Good Guys, Bad Guys: The War on Drugs

by Robert Joe Stout


Shortly before 11 a.m. on an oppressively sultry summer morning, half-a-dozen armed members of Mexico's military shoved their way into a modest middleclass dwelling in Ciudad Juárez, Chihuahua. According to the forty-year-old mother of three they showed no warrants nor gave any explanations.

When she protested that they had no right to enter, the soldier in charge jerked his weapon towards her head and told her to shut up and leave them alone. They pulled everything off the walls, overturned furniture, ransacked drawers and cabinets and flung the contents onto the floor. They ripped the beds apart, tore garbage bags open and overturned all of the kitchen containers, scattering rice, beans, sugar, salt across tables and sink while the mother, clinging to her two youngest children, complained, "You have no right—!"

"We have a right to do what we want whenever we want!" one of the soldiers spat back.

Finding no drugs—ostensibly the purpose of their search—they stomped out and climbed into the Humvee they'd parked on the walkway. Over his shoulder one of the departing soldiers laughed, "Sorry for the mess we made!"

Throughout the country Mexican civilians suffer daily abuses at the hands of the military. They have filed over 8,000 denouncements of violations with Mexico's Human Rights Commission including accusations of robbery, forced disappearances, torture, damage to personal property, and rape.

Until 2013 charges against individual soldiers or Army units only could be processed in military, not civil courts, even though Mexico's constitution specifically prohibits the deployment of the armed forces in situations involving the general population.

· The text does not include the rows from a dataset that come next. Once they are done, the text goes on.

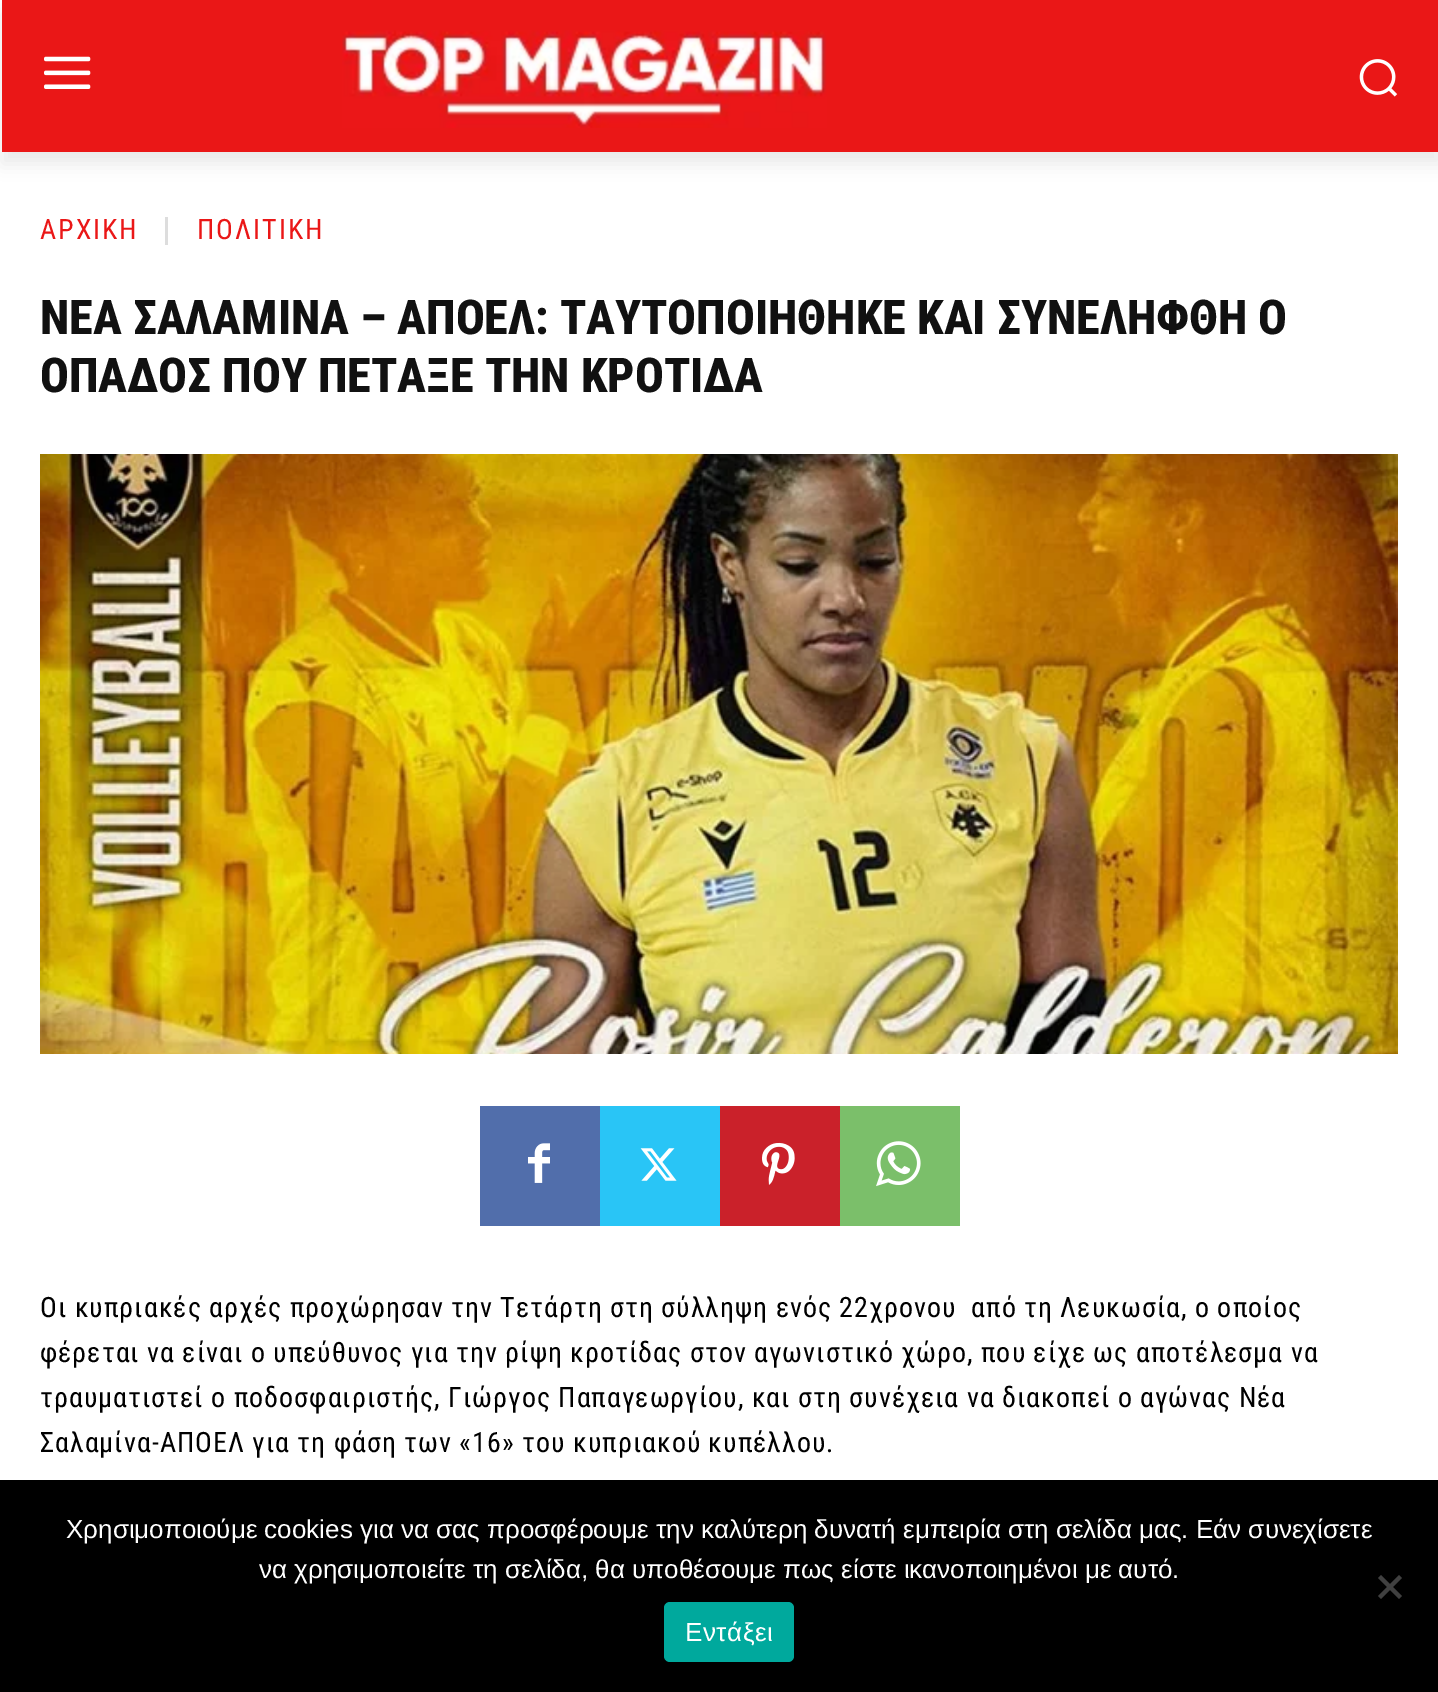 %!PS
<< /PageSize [1438 1692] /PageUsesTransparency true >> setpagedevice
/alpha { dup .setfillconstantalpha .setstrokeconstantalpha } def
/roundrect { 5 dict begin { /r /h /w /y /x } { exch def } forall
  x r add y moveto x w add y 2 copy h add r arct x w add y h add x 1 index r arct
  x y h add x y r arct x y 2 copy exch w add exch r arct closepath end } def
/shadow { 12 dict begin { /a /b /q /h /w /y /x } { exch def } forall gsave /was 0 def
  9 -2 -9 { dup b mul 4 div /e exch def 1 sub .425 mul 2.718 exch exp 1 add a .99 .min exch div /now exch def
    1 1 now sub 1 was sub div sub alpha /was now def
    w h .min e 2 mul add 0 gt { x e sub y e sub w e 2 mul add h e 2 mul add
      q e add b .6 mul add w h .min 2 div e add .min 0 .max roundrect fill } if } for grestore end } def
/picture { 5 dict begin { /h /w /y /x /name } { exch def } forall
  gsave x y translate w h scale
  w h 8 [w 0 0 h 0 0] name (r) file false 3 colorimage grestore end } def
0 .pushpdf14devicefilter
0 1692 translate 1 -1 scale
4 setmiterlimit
1 setgray
0 0 1438 1692 rectfill
0.918 0.09 0.09 setrgbcolor
2 0 1436 152 rectfill
(img1.rgb) 44 56 47 33 picture
(img2.rgb) 342 30 485 98 picture
(img3.rgb) 1359 59 39 38 picture
gsave
newpath 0 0 moveto 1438 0 lineto 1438 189 lineto 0 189 lineto closepath 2 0 moveto 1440 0 lineto 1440 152 lineto 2 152 lineto closepath eoclip newpath
0 setgray
2 12 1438 152 0 8 0.08 shadow
grestore
/RobotoCondensed-Regular [28 0 0 -28 0 0] selectfont
40 239 moveto 2 0 (ΑΡΧΙΚΗ) ashow
0.867 setgray
165 217 3 28 rectfill
0.918 0.09 0.09 setrgbcolor
197 239 moveto 2 0 (ΠΟΛΙΤΙΚΗ) ashow
/RobotoCondensed-ExtraBold [48 0 0 -48 0 0] selectfont
0.067 setgray
40 334 moveto (ΝΕΑ ΣΑΛΑΜΙΝΑ – ΑΠΟΕΛ: ΤΑΥΤΟΠΟΙΗΘΗΚΕ ΚΑΙ ΣΥΝΕΛΗΦΘΗ Ο) show
40 392 moveto (ΟΠΑΔΟΣ ΠΟΥ ΠΕΤΑΞΕ ΤΗΝ ΚΡΟΤΙΔΑ) show
(img4.rgb) 40 454 1358 600 picture
0.318 0.431 0.671 setrgbcolor
480 1106 120 120 rectfill
(img5.rgb) 528 1143 22 40 picture
0.161 0.773 0.965 setrgbcolor
600 1106 120 120 rectfill
(img6.rgb) 640 1148 37 33 picture
0.792 0.129 0.165 setrgbcolor
720 1106 120 120 rectfill
(img7.rgb) 762 1142 33 43 picture
0.482 0.749 0.416 setrgbcolor
840 1106 120 120 rectfill
(img8.rgb) 876 1141 45 46 picture
/RobotoCondensed-Regular [28 0 0 -28 0 0] selectfont
0 setgray
40 1317 moveto 1 0 (Οι κυπριακές αρχές προχώρησαν την Τετάρτη στη σύλληψη ενός 22χρονου  από τη Λευκωσία, ο οποίος) ashow
40 1362 moveto 1 0 (φέρεται να είναι ο υπεύθυνος για την ρίψη κροτίδας στον αγωνιστικό χώρο, που είχε ως αποτέλεσμα να) ashow
40 1407 moveto 1 0 (τραυματιστεί ο ποδοσφαιριστής, Γιώργος Παπαγεωργίου, και στη συνέχεια να διακοπεί ο αγώνας Νέα) ashow
40 1452 moveto 1 0 (Σαλαμίνα-ΑΠΟΕΛ για τη φάση των «16» του κυπριακού κυπέλλου.) ashow
0 1480 1438 212 rectfill
/LiberationSans-Regular [26 0 0 -26 0 0] selectfont
1 setgray
66 1538 moveto (Χρησιμοποιούμε cookies για να σας προσφέρουμε την καλύτερη δυνατή εμπειρία στη σελίδα μας. Εάν συνεχίσετε) show
259 1578 moveto (να χρησιμοποιείτε τη σελίδα, θα υποθέσουμε πως είστε ικανοποιημένοι με αυτό.) show
0.251 setgray
newpath 1399 1575 moveto 1402 1578 lineto 1381 1599 lineto 1378 1596 lineto closepath fill
newpath 1378 1578 moveto 1381 1575 lineto 1402 1596 lineto 1399 1599 lineto closepath fill
0 0.663 0.616 setrgbcolor
664 1602 130 60 6 roundrect fill
1 setgray
685 1641 moveto 0.5 0 (Εντάξει) ashow
.poppdf14devicefilter showpage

Military authorities attested that the accusations "are being investigated," but Mexico's Human Rights Commission reported that only 38 out of a reported 5,600 investigations had resulted in convictions.

 

The "War on Drugs"

As far back as I can remember, the "War on Drugs" has been an Orwellian combat on a distant horizon, an ever-present media presentation that surfaces primarily during election campaigns in the United States and in Mexico. War on anything arouses patriotic sentiments and indicates a real seriousness of purpose. But a "War on Drugs"? Drugs can do a lot of things to those who use them, from dulling sensibilities to exploding internal organs, but they don't possess or manipulate guns or tanks or helicopters and they don't have a geographical or political presence, the usual requirement for defining the object of a war on, against or with another nation, religion, or ideology.

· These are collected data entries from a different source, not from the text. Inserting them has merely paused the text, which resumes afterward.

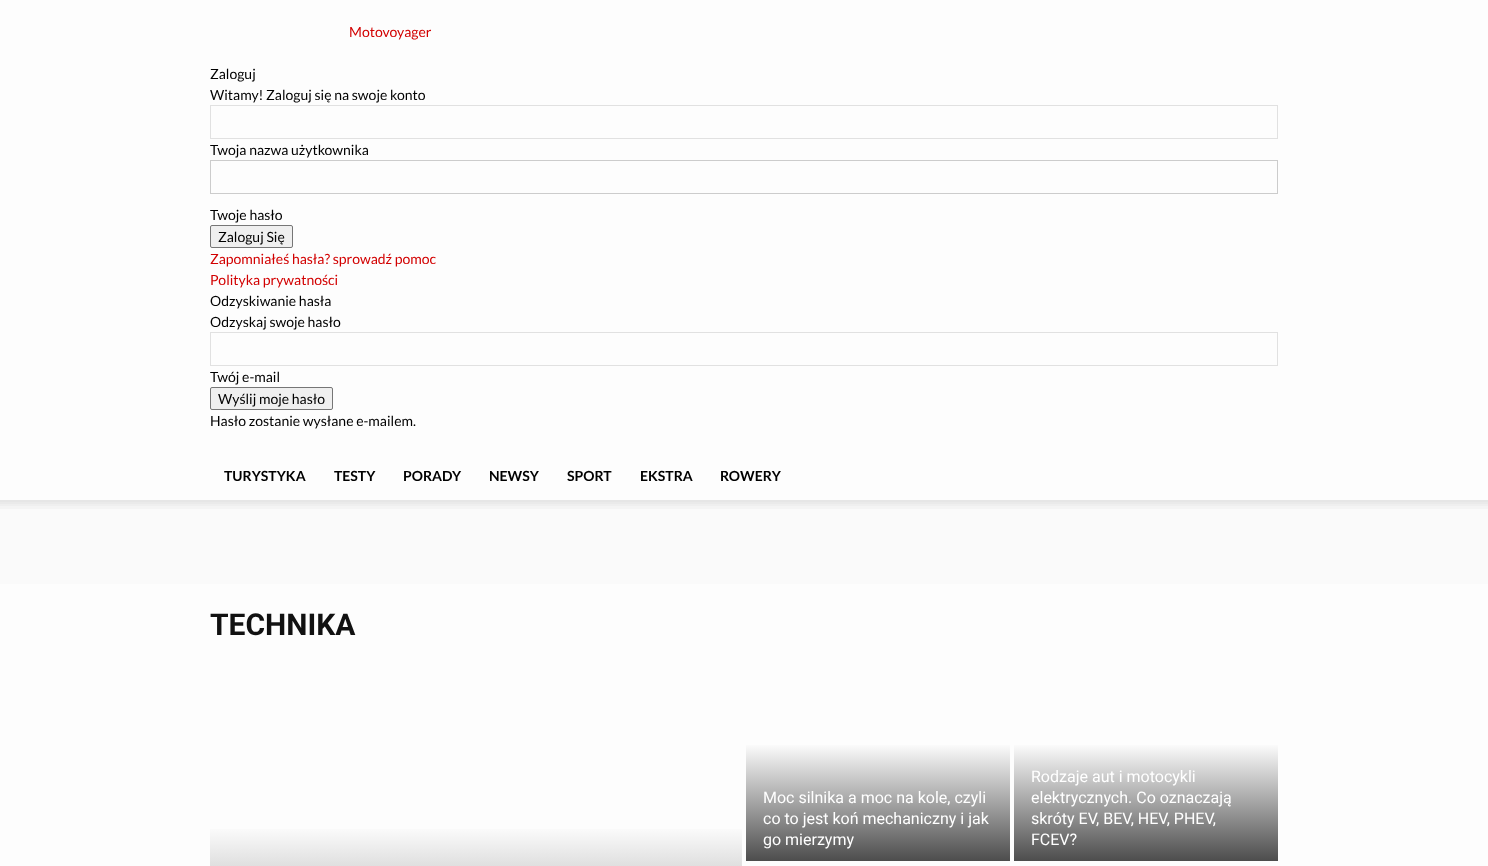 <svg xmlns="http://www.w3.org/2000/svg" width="1488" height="866">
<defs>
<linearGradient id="g1" gradientUnits="userSpaceOnUse" x1="476" y1="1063" x2="476" y2="663"><stop offset="0" stop-color="#4d4d4d"/><stop offset="0.6" stop-color="#fff"/><stop offset="1" stop-color="#fff"/></linearGradient>
<linearGradient id="g2" gradientUnits="userSpaceOnUse" x1="878" y1="861" x2="878" y2="663"><stop offset="0" stop-color="#4d4d4d"/><stop offset="0.6" stop-color="#fff"/><stop offset="1" stop-color="#fff"/></linearGradient>
<linearGradient id="g3" gradientUnits="userSpaceOnUse" x1="1146" y1="861" x2="1146" y2="663"><stop offset="0" stop-color="#4d4d4d"/><stop offset="0.6" stop-color="#fff"/><stop offset="1" stop-color="#fff"/></linearGradient>
</defs>
<rect width="100%" height="100%" fill="#fdfdfd"/>
<text x="349" y="37" style="font-family:Lato;font-size:14px;fill:#d20001">Motovoyager</text>
<text x="210" y="79" style="font-family:Lato;font-size:14px;fill:#000">Zaloguj</text>
<text x="210" y="100" style="font-family:Lato;font-size:14px;fill:#000">Witamy! Zaloguj się na swoje konto</text>
<rect x="210.5" y="105.5" width="1067" height="33" fill="none" stroke="#e1e1e1"/>
<text x="210" y="155" style="font-family:Lato;font-size:14px;fill:#000">Twoja nazwa użytkownika</text>
<rect x="210.5" y="160.5" width="1067" height="33" fill="none" stroke="#ccc"/>
<text x="210" y="220" style="font-family:Lato;font-size:14px;fill:#000">Twoje hasło</text>
<rect x="210.5" y="225.5" width="82" height="22" rx="1.5" fill="#efefef" stroke="#767676"/>
<text x="218" y="242" style="font-family:Lato;font-size:14px;fill:#000">Zaloguj Się</text>
<text x="210" y="264" style="font-family:Lato;font-size:14px;fill:#d20001">Zapomniałeś hasła? sprowadź pomoc</text>
<text x="210" y="285" style="font-family:Lato;font-size:14px;fill:#d20001">Polityka prywatności</text>
<text x="210" y="306" style="font-family:Lato;font-size:14px;fill:#000">Odzyskiwanie hasła</text>
<text x="210" y="327" style="font-family:Lato;font-size:14px;fill:#000">Odzyskaj swoje hasło</text>
<rect x="210.5" y="332.5" width="1067" height="33" fill="none" stroke="#e1e1e1"/>
<text x="210" y="382" style="font-family:Lato;font-size:14px;fill:#000">Twój e-mail</text>
<rect x="210.5" y="387.5" width="122" height="22" rx="1.5" fill="#efefef" stroke="#767676"/>
<text x="218" y="404" style="font-family:Lato;font-size:14px;fill:#000">Wyślij moje hasło</text>
<text x="210" y="426" style="font-family:Lato;font-size:14px;fill:#000">Hasło zostanie wysłane e-mailem.</text>
<text x="224" y="481" style="font-family:Lato;font-size:14px;font-weight:bold;fill:#000">TURYSTYKA</text>
<text x="334" y="481" style="font-family:Lato;font-size:14px;font-weight:bold;fill:#000">TESTY</text>
<text x="403" y="481" style="font-family:Lato;font-size:14px;font-weight:bold;fill:#000">PORADY</text>
<text x="489" y="481" style="font-family:Lato;font-size:14px;font-weight:bold;fill:#000">NEWSY</text>
<text x="567" y="481" style="font-family:Lato;font-size:14px;font-weight:bold;fill:#000">SPORT</text>
<text x="640" y="481" style="font-family:Lato;font-size:14px;font-weight:bold;fill:#000">EKSTRA</text>
<text x="720" y="481" style="font-family:Lato;font-size:14px;font-weight:bold;fill:#000">ROWERY</text>
<rect y="500" width="1488" height="84" fill="#fafafa"/>
<image x="0" y="500" width="1488" height="9" href="media/1.png"/>
<text x="210" y="635" style="font-family:Roboto;font-size:30px;font-weight:bold;fill:#111">TECHNIKA</text>
<rect x="210" y="829" width="532" height="37" fill="url(#g1)"/>
<rect x="746" y="745" width="264" height="116" fill="url(#g2)"/>
<text x="763" y="803" style="font-family:Roboto;font-size:16px;fill:#fff">Moc silnika a moc na kole, czyli</text>
<text x="763" y="824" style="font-family:Roboto;font-size:16px;fill:#fff">co to jest koń mechaniczny i jak</text>
<text x="763" y="845" style="font-family:Roboto;font-size:16px;fill:#fff">go mierzymy</text>
<rect x="1014" y="745" width="264" height="116" fill="url(#g3)"/>
<text x="1031" y="782" style="font-family:Roboto;font-size:16px;fill:#fff">Rodzaje aut i motocykli</text>
<text x="1031" y="803" style="font-family:Roboto;font-size:16px;fill:#fff">elektrycznych. Co oznaczają</text>
<text x="1031" y="824" style="font-family:Roboto;font-size:16px;fill:#fff">skróty EV, BEV, HEV, PHEV,</text>
<text x="1031" y="845" style="font-family:Roboto;font-size:16px;fill:#fff">FCEV?</text>
</svg>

In the Mexican magazine Proceso, Sabina Berman compared the "War on Drugs" with the Prohibition era in the United States:

Thanks to its being illegal (during Prohibition), the price of alcohol had reached stratospheric levels and its traffic financed bands of gangsters committing crimes increasingly more destructive... their economic power permitted them to corrupt local and federal police to the point of converting them into agencies of doubtful capabilities.

Other journalists and academics have made similar comparisons but politicians in both countries prefer to keep things intellectually simple: The goal of war (like football) is to win. To win a war one needs soldiers, soldiers need weapons, therefore to win the "War on Drugs" more soldiers and more weapons are necessary, hence the militarization of Mexico and the passage of the so-called "Plan Mérida" to equip Mexican soldiers to raid more homes and kill more people. All of this without real examination or analyses of who is on the opposing side, one's own manpower resources or where the battles are being fought.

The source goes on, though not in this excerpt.